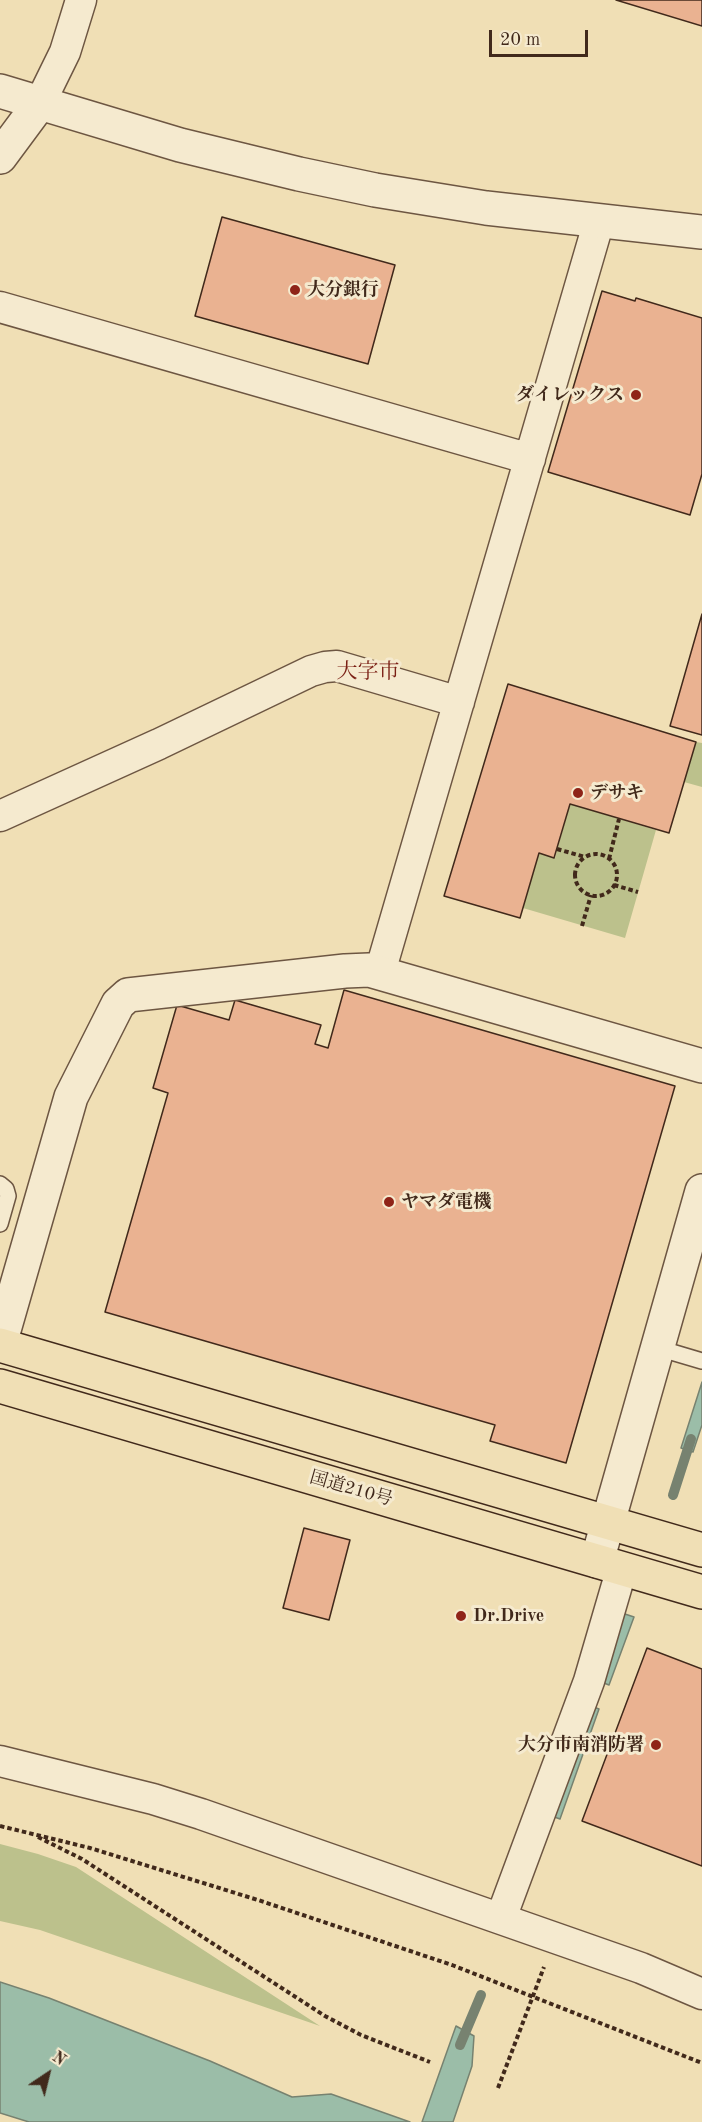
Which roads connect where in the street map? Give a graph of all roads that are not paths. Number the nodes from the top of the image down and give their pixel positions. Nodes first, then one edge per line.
1 (81, 0) edge
2 (0, 91) edge
3 (40, 103) junction
4 (0, 157) edge
5 (599, 221) junction
6 (702, 232) edge
7 (0, 307) edge
8 (530, 459) junction
9 (459, 702) junction
10 (0, 816) edge
11 (380, 972) junction
12 (702, 1066) edge
13 (0, 1184) edge
14 (702, 1191) edge
15 (0, 1224) edge
16 (7, 1286) edge
17 (0, 1344) edge
18 (657, 1348) junction
19 (700, 1361) edge
20 (0, 1386) edge
21 (608, 1523) junction
22 (702, 1550) edge
23 (609, 1565) junction
24 (702, 1592) edge
25 (0, 1761) edge
26 (501, 1918) junction
27 (702, 1994) edge

1 - 3 street
2 - 3 street
3 - 4 street
3 - 5 street
5 - 6 street
5 - 8 street
7 - 8 street
8 - 9 street
9 - 10 street
9 - 11 street
11 - 12 street
11 - 16 street
13 - 15 lane
14 - 18 street
16 - 17 street
17 - 21 highway
18 - 19 lane
18 - 21 street
20 - 23 highway, 国道210号
21 - 22 highway
21 - 23 street
23 - 24 highway, 国道210号
23 - 26 street
25 - 26 street
26 - 27 street

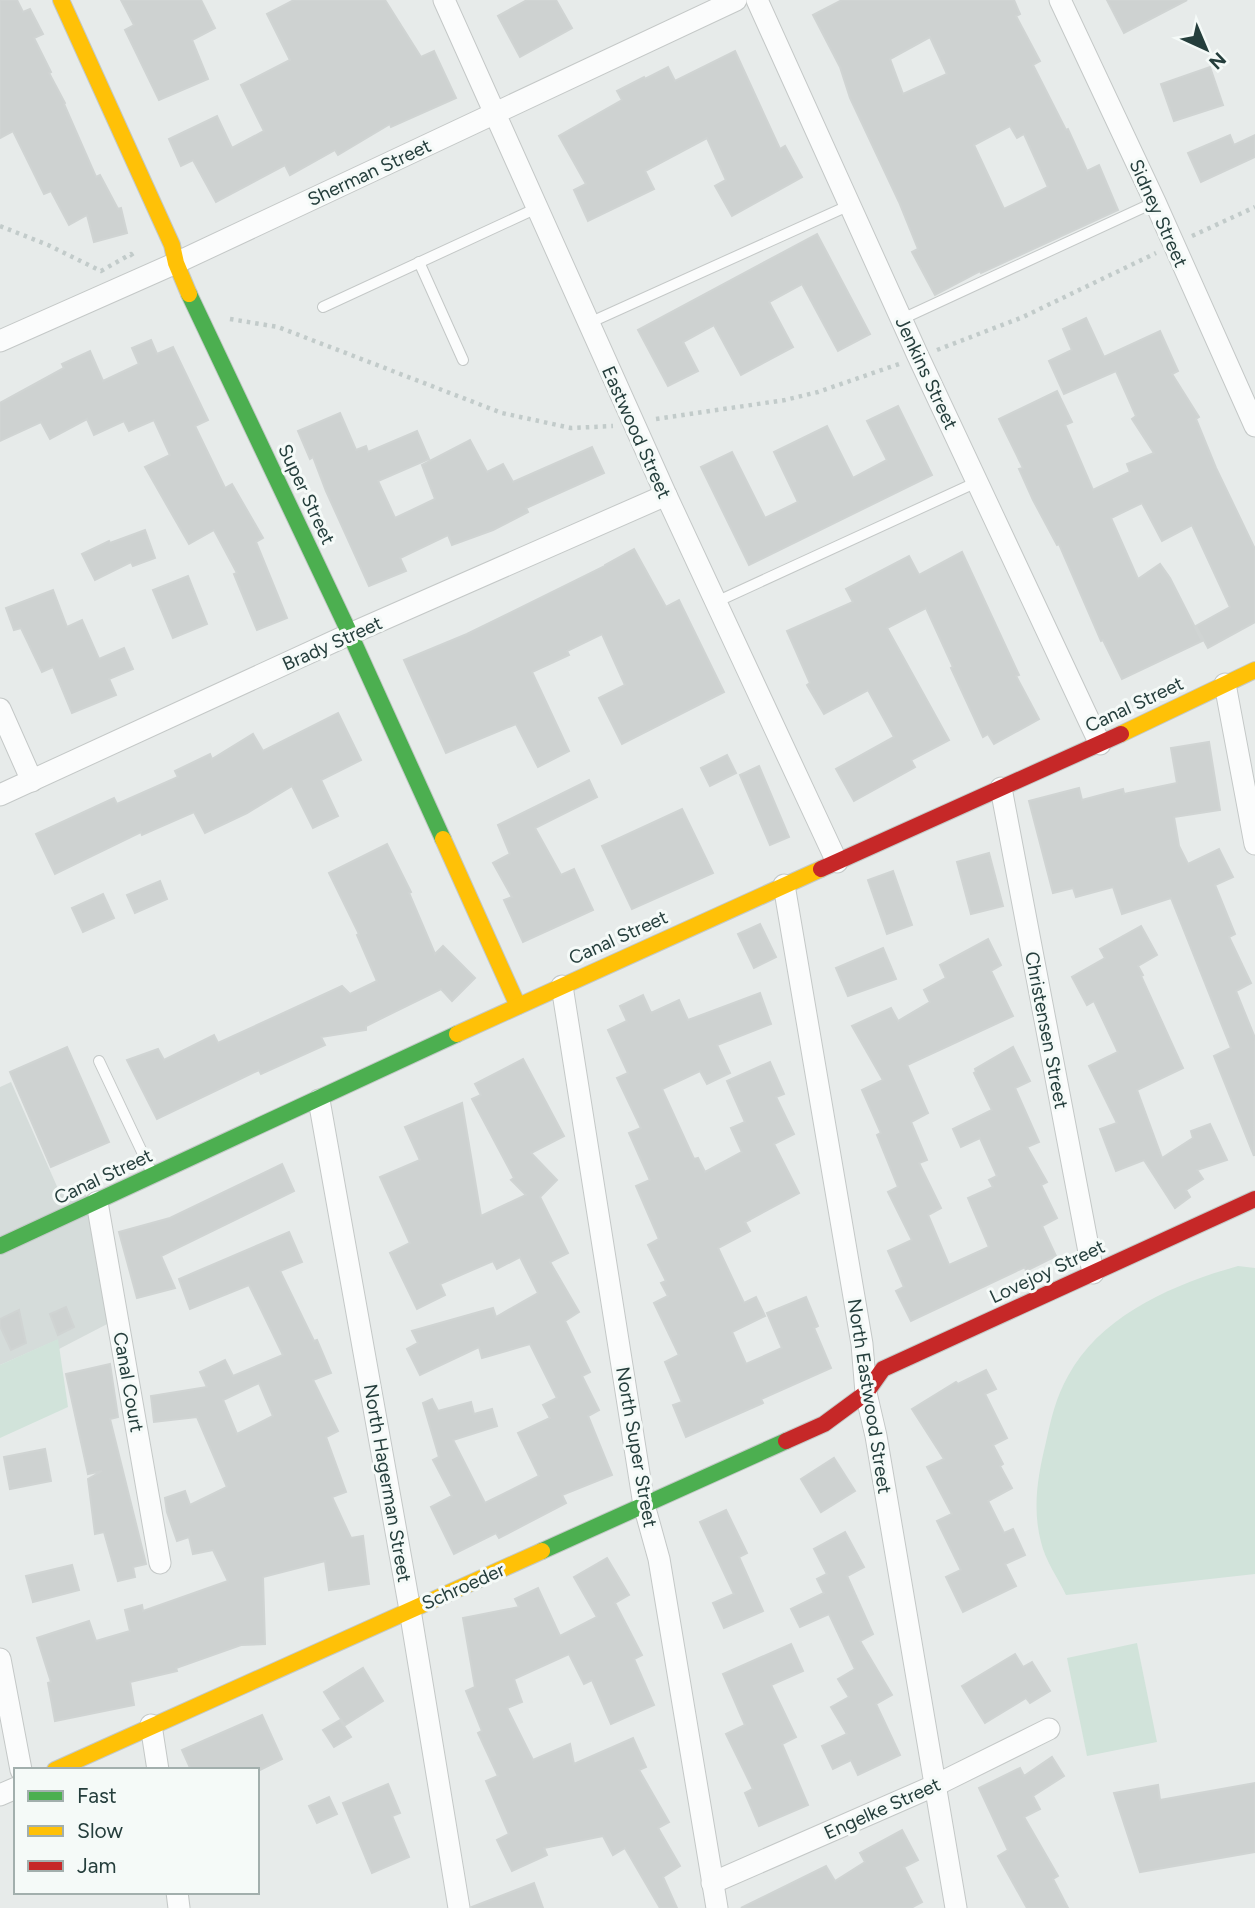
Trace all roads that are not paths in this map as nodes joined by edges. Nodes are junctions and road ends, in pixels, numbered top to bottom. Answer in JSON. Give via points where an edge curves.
{"nodes":[{"id":1,"x":61,"y":0,"type":"edge"},
{"id":2,"x":443,"y":0,"type":"edge"},
{"id":3,"x":736,"y":0,"type":"edge"},
{"id":4,"x":757,"y":0,"type":"edge"},
{"id":5,"x":1060,"y":0,"type":"edge"},
{"id":6,"x":495,"y":113,"type":"junction"},
{"id":7,"x":1155,"y":202,"type":"junction"},
{"id":8,"x":850,"y":205,"type":"junction"},
{"id":9,"x":537,"y":208,"type":"junction"},
{"id":10,"x":419,"y":262,"type":"junction"},
{"id":11,"x":176,"y":263,"type":"junction"},
{"id":12,"x":323,"y":307,"type":"dead end"},
{"id":13,"x":902,"y":319,"type":"junction"},
{"id":14,"x":589,"y":323,"type":"junction"},
{"id":15,"x":0,"y":341,"type":"edge"},
{"id":16,"x":463,"y":360,"type":"dead end"},
{"id":17,"x":1255,"y":426,"type":"edge"},
{"id":18,"x":977,"y":482,"type":"junction"},
{"id":19,"x":666,"y":495,"type":"junction"},
{"id":20,"x":716,"y":602,"type":"junction"},
{"id":21,"x":350,"y":634,"type":"junction"},
{"id":22,"x":1255,"y":670,"type":"edge"},
{"id":23,"x":1225,"y":684,"type":"junction"},
{"id":24,"x":0,"y":709,"type":"edge"},
{"id":25,"x":1100,"y":744,"type":"junction"},
{"id":26,"x":32,"y":781,"type":"junction"},
{"id":27,"x":1001,"y":788,"type":"junction"},
{"id":28,"x":0,"y":796,"type":"edge"},
{"id":29,"x":1255,"y":844,"type":"edge"},
{"id":30,"x":837,"y":862,"type":"junction"},
{"id":31,"x":784,"y":885,"type":"junction"},
{"id":32,"x":562,"y":986,"type":"junction"},
{"id":33,"x":518,"y":1006,"type":"junction"},
{"id":34,"x":99,"y":1061,"type":"dead end"},
{"id":35,"x":319,"y":1100,"type":"junction"},
{"id":36,"x":153,"y":1176,"type":"junction"},
{"id":37,"x":1255,"y":1199,"type":"edge"},
{"id":38,"x":97,"y":1202,"type":"junction"},
{"id":39,"x":0,"y":1246,"type":"edge"},
{"id":40,"x":1093,"y":1272,"type":"junction"},
{"id":41,"x":866,"y":1393,"type":"junction"},
{"id":42,"x":644,"y":1505,"type":"junction"},
{"id":43,"x":160,"y":1563,"type":"dead end"},
{"id":44,"x":410,"y":1610,"type":"junction"},
{"id":45,"x":0,"y":1659,"type":"edge"},
{"id":46,"x":151,"y":1725,"type":"junction"},
{"id":47,"x":1049,"y":1729,"type":"dead end"},
{"id":48,"x":21,"y":1768,"type":"edge"},
{"id":49,"x":59,"y":1768,"type":"edge"},
{"id":50,"x":158,"y":1768,"type":"edge"},
{"id":51,"x":936,"y":1784,"type":"junction"},
{"id":52,"x":712,"y":1883,"type":"junction"},
{"id":53,"x":459,"y":1908,"type":"edge"},
{"id":54,"x":717,"y":1908,"type":"edge"},
{"id":55,"x":956,"y":1908,"type":"edge"}],
"edges":[{"from":1,"to":11,"type":"street","name":"Super Street","via":[[172,245]]},
{"from":2,"to":6,"type":"street","name":"Eastwood Street"},
{"from":3,"to":6,"type":"street","name":"Sherman Street"},
{"from":4,"to":8,"type":"street","name":"Jenkins Street"},
{"from":5,"to":7,"type":"street","name":"Sidney Street"},
{"from":6,"to":9,"type":"street","name":"Eastwood Street"},
{"from":6,"to":11,"type":"street","name":"Sherman Street"},
{"from":7,"to":13,"type":"lane"},
{"from":7,"to":17,"type":"street","name":"Sidney Street"},
{"from":8,"to":13,"type":"street","name":"Jenkins Street"},
{"from":8,"to":14,"type":"lane"},
{"from":9,"to":10,"type":"lane"},
{"from":9,"to":14,"type":"street","name":"Eastwood Street"},
{"from":10,"to":12,"type":"lane"},
{"from":10,"to":16,"type":"lane"},
{"from":11,"to":15,"type":"street","name":"Sherman Street"},
{"from":11,"to":21,"type":"street","name":"Super Street"},
{"from":13,"to":18,"type":"street","name":"Jenkins Street"},
{"from":14,"to":19,"type":"street","name":"Eastwood Street"},
{"from":18,"to":20,"type":"lane"},
{"from":18,"to":25,"type":"street","name":"Jenkins Street"},
{"from":19,"to":20,"type":"street","name":"Eastwood Street"},
{"from":19,"to":21,"type":"street","name":"Brady Street"},
{"from":20,"to":30,"type":"street","name":"Eastwood Street"},
{"from":21,"to":26,"type":"street","name":"Brady Street"},
{"from":21,"to":33,"type":"street","name":"Super Street"},
{"from":22,"to":23,"type":"street","name":"Canal Street"},
{"from":23,"to":25,"type":"street","name":"Canal Street"},
{"from":23,"to":29,"type":"street"},
{"from":24,"to":26,"type":"street"},
{"from":25,"to":27,"type":"street","name":"Canal Street"},
{"from":26,"to":28,"type":"street","name":"Brady Street"},
{"from":27,"to":30,"type":"street","name":"Canal Street"},
{"from":27,"to":40,"type":"street","name":"Christensen Street"},
{"from":30,"to":31,"type":"street","name":"Canal Street"},
{"from":31,"to":32,"type":"street","name":"Canal Street"},
{"from":31,"to":41,"type":"street","name":"North Eastwood Street","via":[[863,1344]]},
{"from":32,"to":33,"type":"street","name":"Canal Street"},
{"from":32,"to":42,"type":"street","name":"North Super Street"},
{"from":33,"to":35,"type":"street","name":"Canal Street"},
{"from":34,"to":36,"type":"lane"},
{"from":35,"to":36,"type":"street","name":"Canal Street"},
{"from":35,"to":44,"type":"street","name":"North Hagerman Street"},
{"from":36,"to":38,"type":"street","name":"Canal Street"},
{"from":37,"to":40,"type":"street","name":"Lovejoy Street"},
{"from":38,"to":39,"type":"street","name":"Canal Street"},
{"from":38,"to":43,"type":"street","name":"Canal Court"},
{"from":40,"to":41,"type":"street","name":"Lovejoy Street","via":[[883,1369]]},
{"from":41,"to":42,"type":"street","name":"Schroeder","via":[[824,1424]]},
{"from":41,"to":51,"type":"street","name":"North Eastwood Street"},
{"from":42,"to":44,"type":"street","name":"Schroeder"},
{"from":42,"to":52,"type":"street","name":"North Super Street","via":[[659,1559]]},
{"from":44,"to":46,"type":"street","name":"Schroeder"},
{"from":44,"to":53,"type":"street","name":"North Hagerman Street"},
{"from":45,"to":48,"type":"street"},
{"from":46,"to":49,"type":"street","name":"Schroeder"},
{"from":46,"to":50,"type":"street"},
{"from":47,"to":51,"type":"street","name":"Engelke Street"},
{"from":51,"to":52,"type":"street","name":"Engelke Street"},
{"from":51,"to":55,"type":"street","name":"North Eastwood Street"},
{"from":52,"to":54,"type":"street","name":"North Super Street"}]}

§ §

Go through the entries above and copy every line containing "Schroeder".

**TASK ANSWER**
{"from":41,"to":42,"type":"street","name":"Schroeder","via":[[824,1424]]},
{"from":42,"to":44,"type":"street","name":"Schroeder"},
{"from":44,"to":46,"type":"street","name":"Schroeder"},
{"from":46,"to":49,"type":"street","name":"Schroeder"},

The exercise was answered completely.